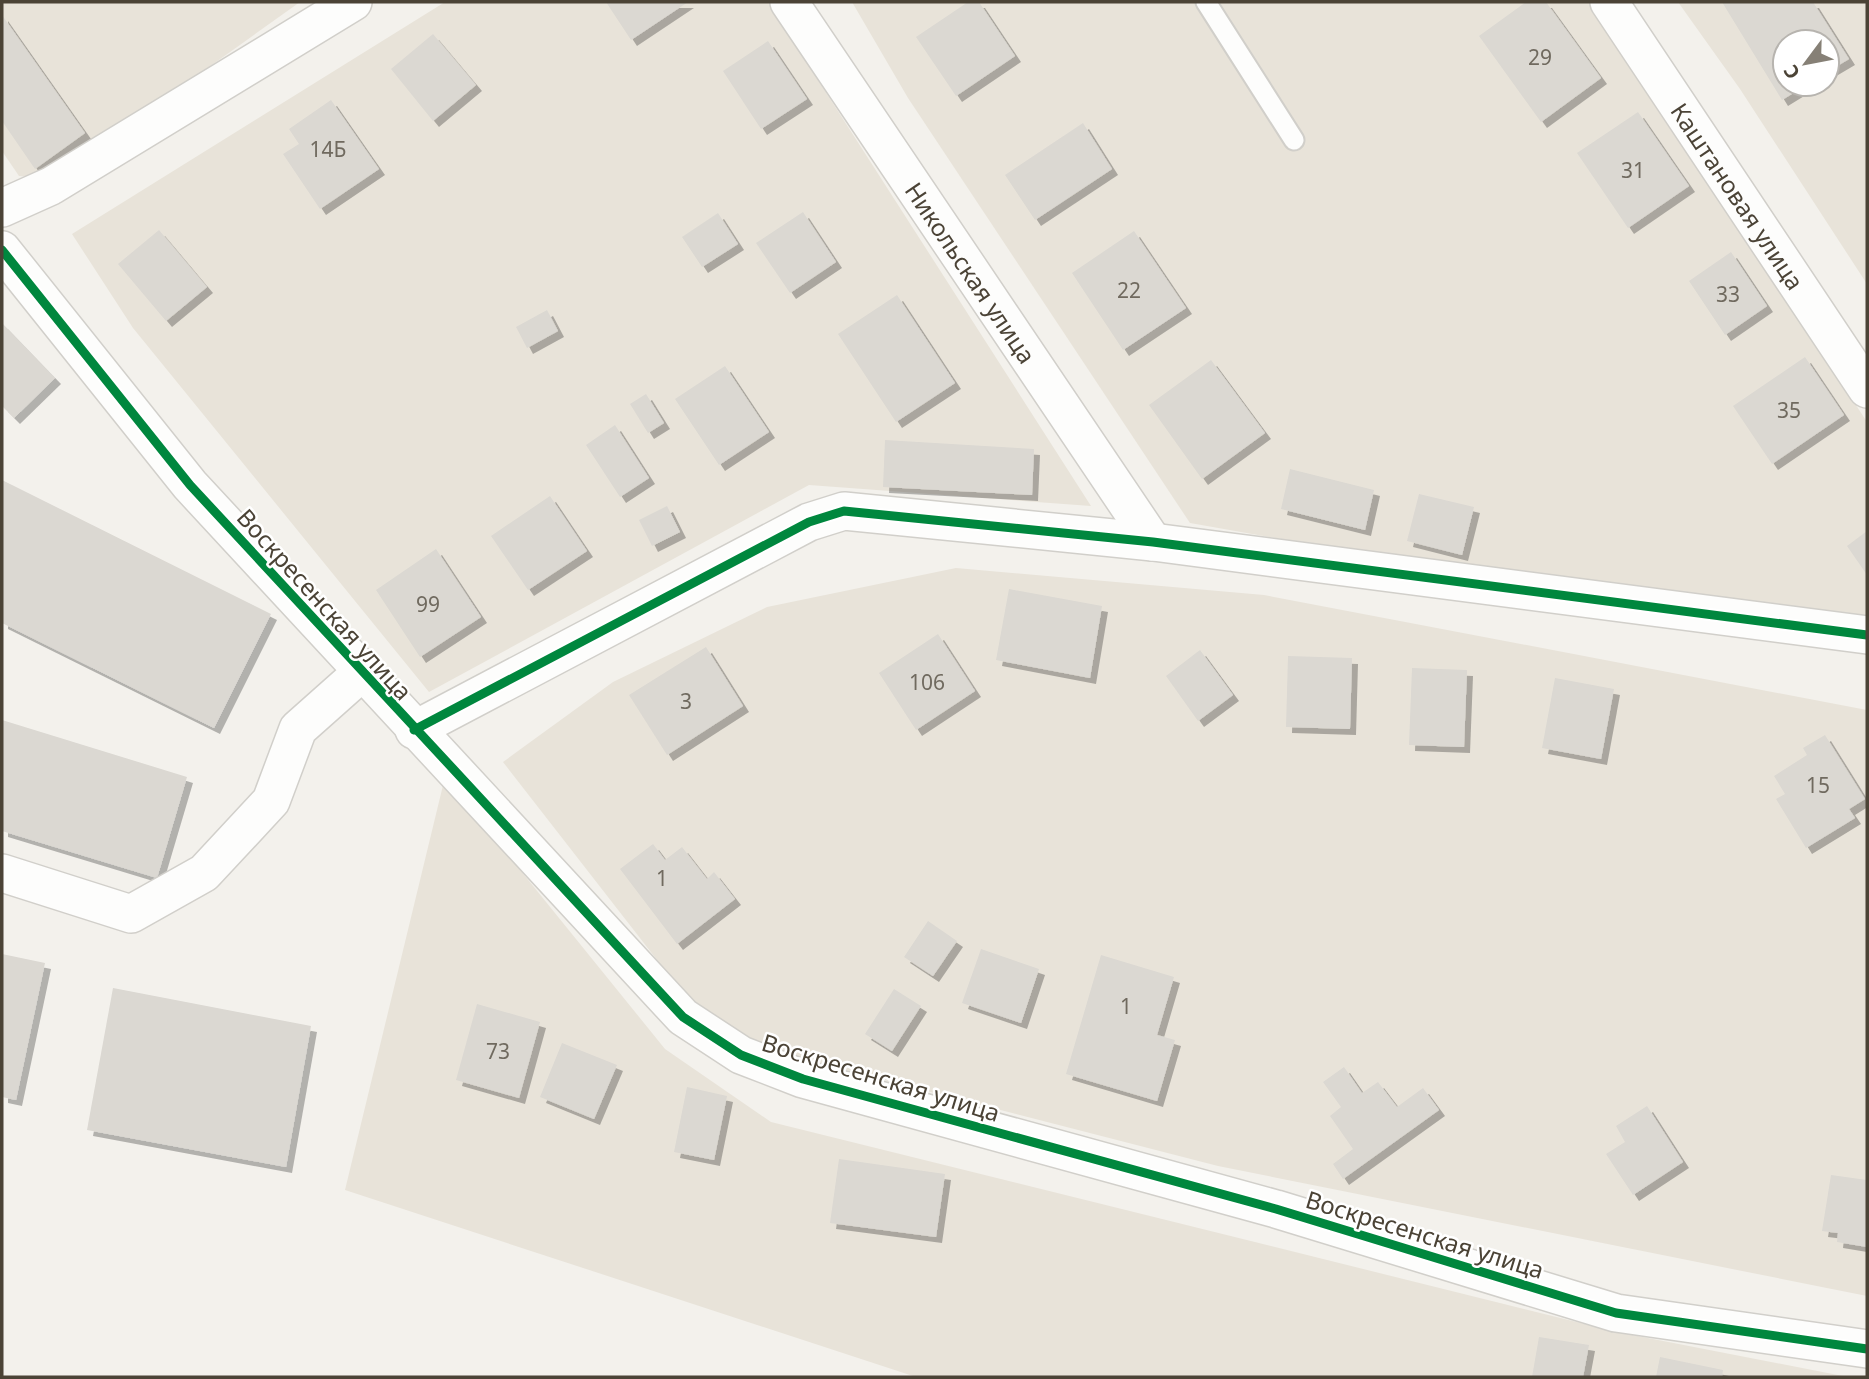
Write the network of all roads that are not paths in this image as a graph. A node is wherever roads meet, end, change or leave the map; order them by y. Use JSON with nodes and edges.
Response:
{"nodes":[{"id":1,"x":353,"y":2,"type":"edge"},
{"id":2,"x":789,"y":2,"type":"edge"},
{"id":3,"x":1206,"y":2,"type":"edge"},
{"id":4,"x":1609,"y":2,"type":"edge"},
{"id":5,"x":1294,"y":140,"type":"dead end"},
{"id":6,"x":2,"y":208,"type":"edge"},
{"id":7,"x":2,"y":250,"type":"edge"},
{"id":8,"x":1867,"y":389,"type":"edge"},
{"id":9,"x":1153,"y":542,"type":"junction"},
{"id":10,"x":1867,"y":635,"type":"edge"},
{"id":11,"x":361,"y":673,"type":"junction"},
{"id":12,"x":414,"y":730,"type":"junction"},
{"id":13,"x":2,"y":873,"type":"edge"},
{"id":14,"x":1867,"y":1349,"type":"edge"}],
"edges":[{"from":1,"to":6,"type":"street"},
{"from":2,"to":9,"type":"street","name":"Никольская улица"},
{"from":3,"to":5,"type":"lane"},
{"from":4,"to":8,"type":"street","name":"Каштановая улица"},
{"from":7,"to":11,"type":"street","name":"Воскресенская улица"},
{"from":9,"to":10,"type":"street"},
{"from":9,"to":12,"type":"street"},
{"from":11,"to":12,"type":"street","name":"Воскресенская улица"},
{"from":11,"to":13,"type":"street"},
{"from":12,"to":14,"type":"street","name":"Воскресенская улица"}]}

WHAT IS EXPECTED:
Copy out all the records exactly as they read, and omit the pictures.

YOUR RESPONSE:
Write the network of all roads that are not paths in this image as a graph. A node is wherever roads meet, end, change or leave the map; order them by y. Use JSON with nodes and edges.
Response:
{"nodes":[{"id":1,"x":353,"y":2,"type":"edge"},
{"id":2,"x":789,"y":2,"type":"edge"},
{"id":3,"x":1206,"y":2,"type":"edge"},
{"id":4,"x":1609,"y":2,"type":"edge"},
{"id":5,"x":1294,"y":140,"type":"dead end"},
{"id":6,"x":2,"y":208,"type":"edge"},
{"id":7,"x":2,"y":250,"type":"edge"},
{"id":8,"x":1867,"y":389,"type":"edge"},
{"id":9,"x":1153,"y":542,"type":"junction"},
{"id":10,"x":1867,"y":635,"type":"edge"},
{"id":11,"x":361,"y":673,"type":"junction"},
{"id":12,"x":414,"y":730,"type":"junction"},
{"id":13,"x":2,"y":873,"type":"edge"},
{"id":14,"x":1867,"y":1349,"type":"edge"}],
"edges":[{"from":1,"to":6,"type":"street"},
{"from":2,"to":9,"type":"street","name":"Никольская улица"},
{"from":3,"to":5,"type":"lane"},
{"from":4,"to":8,"type":"street","name":"Каштановая улица"},
{"from":7,"to":11,"type":"street","name":"Воскресенская улица"},
{"from":9,"to":10,"type":"street"},
{"from":9,"to":12,"type":"street"},
{"from":11,"to":12,"type":"street","name":"Воскресенская улица"},
{"from":11,"to":13,"type":"street"},
{"from":12,"to":14,"type":"street","name":"Воскресенская улица"}]}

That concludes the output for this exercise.